The RWA calculator processes exposures through a well-defined pipeline with discrete stages. This document details each stage and how they interact.

Pipeline Overview¶

flowchart TD
    subgraph Input
        A[Raw Data Files]
    end

    subgraph Stage1[Stage 1: Data Loading]
        B[Loader]
        B1[RawDataBundle]
    end

    subgraph Stage2[Stage 2: Hierarchy Resolution]
        C[Hierarchy Resolver]
        C1[ResolvedHierarchyBundle]
    end

    subgraph Stage3[Stage 3: Classification]
        D[Classifier]
        D1[ClassifiedExposuresBundle]
    end

    subgraph Stage4[Stage 4: CRM Processing]
        E[CRM Processor]
        E1[CRMAdjustedBundle]
    end

    subgraph Stage5[Stage 5: Split-Once + Parallel Calculate]
        M["re_split_exit edge<br/>(eager sealed frame)"]
        U["SA calculate_unified<br/>(Basel 3.1 floor only)"]
        SP[Split once by approach]
        F["SA branch<br/>calculate_branch()"]
        G["IRB branch<br/>calculate_branch()"]
        H["Slotting branch<br/>calculate_branch()"]
        CA["materialise_sealed_branches<br/>(parallel branch collection)"]
    end

    subgraph Equity[Equity — Separate Path]
        L[Equity Calculator]
        L1[EquityResultBundle]
    end

    subgraph Stage6[Stage 6: Aggregation]
        I["_aggregate_results()"]
        I1[AggregatedResultBundle]
    end

    A --> B --> B1
    B1 --> C --> C1
    C1 --> D --> D1
    D1 --> E --> E1
    E1 --> M --> U --> SP
    SP --> F & G & H
    F & G & H --> CA
    E1 --> L --> L1
    CA & L1 --> I --> I1

Fold over a literal stage registry¶

The pipeline is a fold over a literal stage registry:

engine/registry.py is the single ordered, literal StageSpec list (PIPELINE_STAGES) — no conditionals. Stages: securitisation allocator, hierarchy resolver, SA-CCR, classifier, CRM processor, RE splitter, calculators, equity calculator, aggregator.
engine/orchestrator.py::run_stages is a pure fold: it threads one immutable PipelineContext (a typed ArtifactKey[T] map defined in contracts/context.py) through the registered stages.
Each stage under engine/stages/ is a run(ctx, rulepack, run_config) -> PipelineContext adapter. Stages exchange eager sealed frames (materialise_edge at every stage exit; producer-sealed edge contracts in contracts/edges.py).
engine/pipeline.py remains the run-lifecycle facade (run_id, edge capture, FX-rate sync, error merge, audit persistence).
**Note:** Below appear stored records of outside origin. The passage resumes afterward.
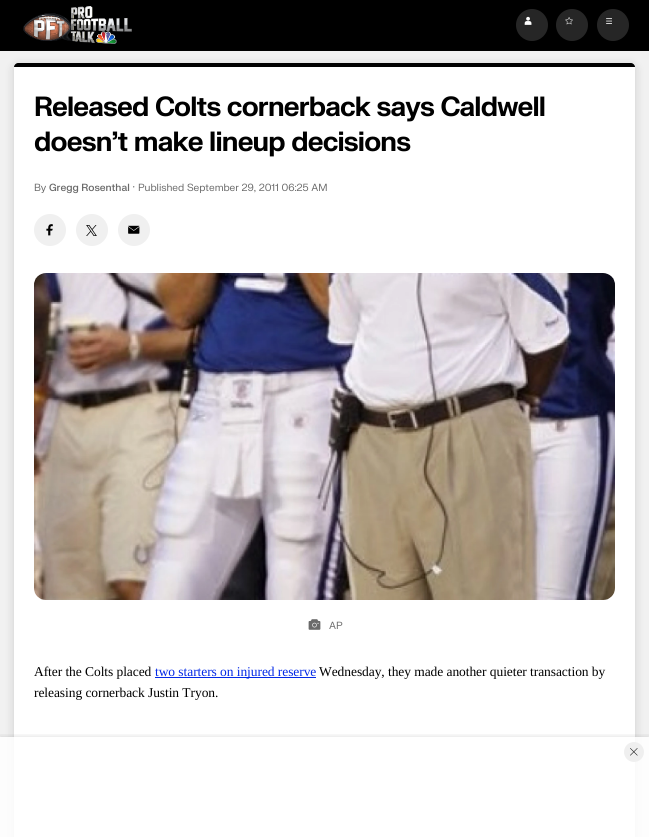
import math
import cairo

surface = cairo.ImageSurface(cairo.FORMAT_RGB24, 649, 837)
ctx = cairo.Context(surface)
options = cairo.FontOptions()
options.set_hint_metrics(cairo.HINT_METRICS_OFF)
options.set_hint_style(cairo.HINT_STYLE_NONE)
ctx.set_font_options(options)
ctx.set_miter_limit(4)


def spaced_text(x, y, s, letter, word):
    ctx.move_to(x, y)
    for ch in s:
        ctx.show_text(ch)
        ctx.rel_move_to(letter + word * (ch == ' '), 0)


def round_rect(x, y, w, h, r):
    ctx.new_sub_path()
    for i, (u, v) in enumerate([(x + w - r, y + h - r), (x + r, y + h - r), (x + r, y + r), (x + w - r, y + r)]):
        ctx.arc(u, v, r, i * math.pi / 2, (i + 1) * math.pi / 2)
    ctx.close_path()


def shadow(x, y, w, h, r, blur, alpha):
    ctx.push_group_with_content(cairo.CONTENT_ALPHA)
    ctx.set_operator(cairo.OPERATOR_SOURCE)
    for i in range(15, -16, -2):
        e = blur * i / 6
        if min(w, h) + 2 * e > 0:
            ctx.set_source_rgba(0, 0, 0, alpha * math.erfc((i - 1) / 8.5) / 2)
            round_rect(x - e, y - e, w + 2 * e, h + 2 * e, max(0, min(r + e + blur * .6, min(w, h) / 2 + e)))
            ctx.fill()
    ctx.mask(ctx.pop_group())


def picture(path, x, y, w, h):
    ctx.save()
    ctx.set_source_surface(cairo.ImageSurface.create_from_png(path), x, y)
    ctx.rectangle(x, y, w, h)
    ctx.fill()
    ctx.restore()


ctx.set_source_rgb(0.945, 0.945, 0.945)
ctx.paint()
ctx.set_source_rgb(0, 0, 0)
shadow(14, 65, 621, 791, 4, 5, 0.15)
ctx.set_source_rgb(0, 0, 0)
ctx.rectangle(0, 0, 649, 51)
ctx.fill()
picture("img1.png", 23, 6, 109, 38)
ctx.set_source_rgb(0.149, 0.149, 0.149)
ctx.arc(532, 25, 16, 0, 2 * math.pi)
ctx.fill()
picture("img2.png", 524, 16, 8, 9)
ctx.arc(572, 25, 16, 0, 2 * math.pi)
ctx.fill()
picture("img3.png", 565, 17, 8, 8)
ctx.arc(613, 25, 16, 0, 2 * math.pi)
ctx.fill()
picture("img4.png", 606, 18, 6, 6)
ctx.set_source_rgb(1, 1, 1)
round_rect(14, 63, 621, 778, 4)
ctx.fill()
ctx.set_source_rgb(0, 0, 0)
ctx.new_path()
ctx.move_to(18, 63)
ctx.line_to(631, 63)
ctx.curve_to(633, 63, 635, 65, 635, 67)
ctx.line_to(14, 67)
ctx.curve_to(14, 65, 16, 63, 18, 63)
ctx.close_path()
ctx.fill()
ctx.select_font_face("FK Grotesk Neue", cairo.FONT_SLANT_NORMAL, cairo.FONT_WEIGHT_BOLD)
ctx.set_font_size(27)
spaced_text(34, 116, "Released Colts cornerback says Caldwell", -0.8, 0)
spaced_text(34, 151, "doesn’t make lineup decisions", -0.8, 0)
ctx.select_font_face("FK Grotesk Neue")
ctx.set_font_size(10.1)
ctx.set_source_rgb(0.416, 0.416, 0.416)
spaced_text(34, 191, "By", -0.05, 0)
ctx.select_font_face("FK Grotesk Neue Medium")
spaced_text(49, 191, "Gregg Rosenthal", -0.05, 0)
ctx.new_path()
ctx.arc(133.7, 186.8, 0.7, 0, 2 * math.pi)
ctx.fill()
ctx.select_font_face("FK Grotesk Neue")
spaced_text(138, 191, "Published September 29, 2011 06:25 AM", -0.05, 0)
ctx.set_source_rgb(0.941, 0.941, 0.941)
ctx.new_path()
ctx.arc(50, 230, 16, 0, 2 * math.pi)
ctx.fill()
picture("img5.png", 46, 224, 7, 12)
ctx.arc(92, 230, 16, 0, 2 * math.pi)
ctx.fill()
picture("img6.png", 86, 225, 11, 11)
ctx.arc(134, 230, 16, 0, 2 * math.pi)
ctx.fill()
picture("img7.png", 128, 225, 12, 9)
picture("img8.png", 34, 273, 581, 327)
picture("img9.png", 308, 619, 13, 11)
ctx.set_source_rgb(0.416, 0.416, 0.416)
spaced_text(329, 629, "AP", -0.05, 0)
ctx.select_font_face("Liberation Serif")
ctx.set_font_size(13.5)
ctx.set_source_rgb(0, 0, 0)
spaced_text(34, 676, "After the Colts placed", -0.07, 0)
ctx.set_source_rgb(0.012, 0.161, 0.906)
ctx.rectangle(155, 677, 161, 1)
ctx.fill()
spaced_text(155, 676, "two starters on injured reserve", -0.07, 0)
ctx.set_source_rgb(0, 0, 0)
spaced_text(319, 676, "Wednesday, they made another quieter transaction by", -0.07, 0)
spaced_text(34, 697, "releasing cornerback Justin Tryon.", -0.07, 0)
ctx.save()
ctx.rectangle(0, 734, 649, 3)
ctx.clip()
ctx.set_source_rgb(0, 0, 0)
shadow(0, 735, 649, 100, 0, 2, 0.08)
ctx.restore()
ctx.set_source_rgba(1, 1, 1, 0.85)
ctx.rectangle(0, 737, 649, 100)
ctx.fill()
ctx.set_source_rgb(0.937, 0.937, 0.937)
ctx.arc(634, 752, 10, 0, 2 * math.pi)
ctx.fill()
picture("img10.png", 630, 748, 8, 8)
surface.write_to_png("page.png")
rulepack is the frozen ResolvedRulepack built once per run from (regime_id, reporting_date).

from rwa_calc.engine.pipeline import create_pipeline

# Create pipeline with default components
pipeline = create_pipeline()

# Run with configuration
result = pipeline.run(config)

# Or with pre-loaded data
result = pipeline.run_with_data(raw_data, config)

For full API documentation, see Pipeline API Reference.

Stage 1: Data Loading¶

Purpose¶

Load raw data from Parquet/CSV files into LazyFrames.

Input¶

File paths to data files.

Output¶

RawDataBundle containing: - counterparties: Counterparty master data - facilities: Credit facility data - loans: Individual loan/draw data - contingents: Off-balance sheet items - collateral: Collateral information - guarantees: Guarantee data - provisions: Provision allocations - ratings: External and internal ratings - org_mapping: Organization hierarchy - lending_mapping: Retail lending groups - model_permissions: Per-model IRB approach permissions (optional)

Implementation¶

class ParquetLoader:
    def load(self, path: Path) -> RawDataBundle:
        return RawDataBundle(
            counterparties=pl.scan_parquet(path / "counterparties.parquet"),
            facilities=pl.scan_parquet(path / "facilities.parquet"),
            loans=pl.scan_parquet(path / "loans.parquet"),
            # ... other data sources
        )

Validation¶

Schema validation against defined schemas
Required field checks
Data type validation

Stage 2: Hierarchy Resolution¶

Purpose¶

Resolve counterparty and facility hierarchies, inherit ratings, unify exposures, and prepare enriched data for classification.

Input¶

RawDataBundle

Output¶

ResolvedHierarchyBundle with: - exposures: Unified LazyFrame (loans + contingents + facility undrawn) - counterparty_lookup: Enriched counterparties with hierarchy metadata and inherited ratings - collateral, guarantees, provisions: FX-converted CRM data - lending_group_totals: Aggregated group exposure for retail threshold testing - model_permissions: Per-model IRB approach permissions (passed through from RawDataBundle) - hierarchy_errors: Accumulated non-blocking errors

Processing Steps¶

Step 1: Build counterparty hierarchy lookup
  ├── _build_ultimate_parent_lazy()      → traverse org_mappings (up to 10 levels)
  ├── _build_rating_inheritance_lazy()   → inherit ratings (own → parent → unrated)
  └── _enrich_counterparties_with_hierarchy() → add hierarchy metadata

Step 2: Unify exposures
  ├── Standardise loans         → exposure_type = "loan"
  ├── Standardise contingents   → exposure_type = "contingent"
  ├── _build_facility_root_lookup()       → traverse facility-to-facility hierarchies
  ├── _calculate_facility_undrawn()       → limit - sum(descendant drawn amounts)
  └── pl.concat(all exposure types)       → single unified LazyFrame

Step 2a: FX conversion          → convert all monetary values to base currency
Step 2b: Add collateral LTV     → direct → facility → counterparty priority

Step 3: Residential property coverage
  └── Separate residential vs all-property collateral for threshold exclusion

Step 4: Lending group totals
  └── Aggregate by group, exclude residential from retail threshold (CRR Art. 123(c))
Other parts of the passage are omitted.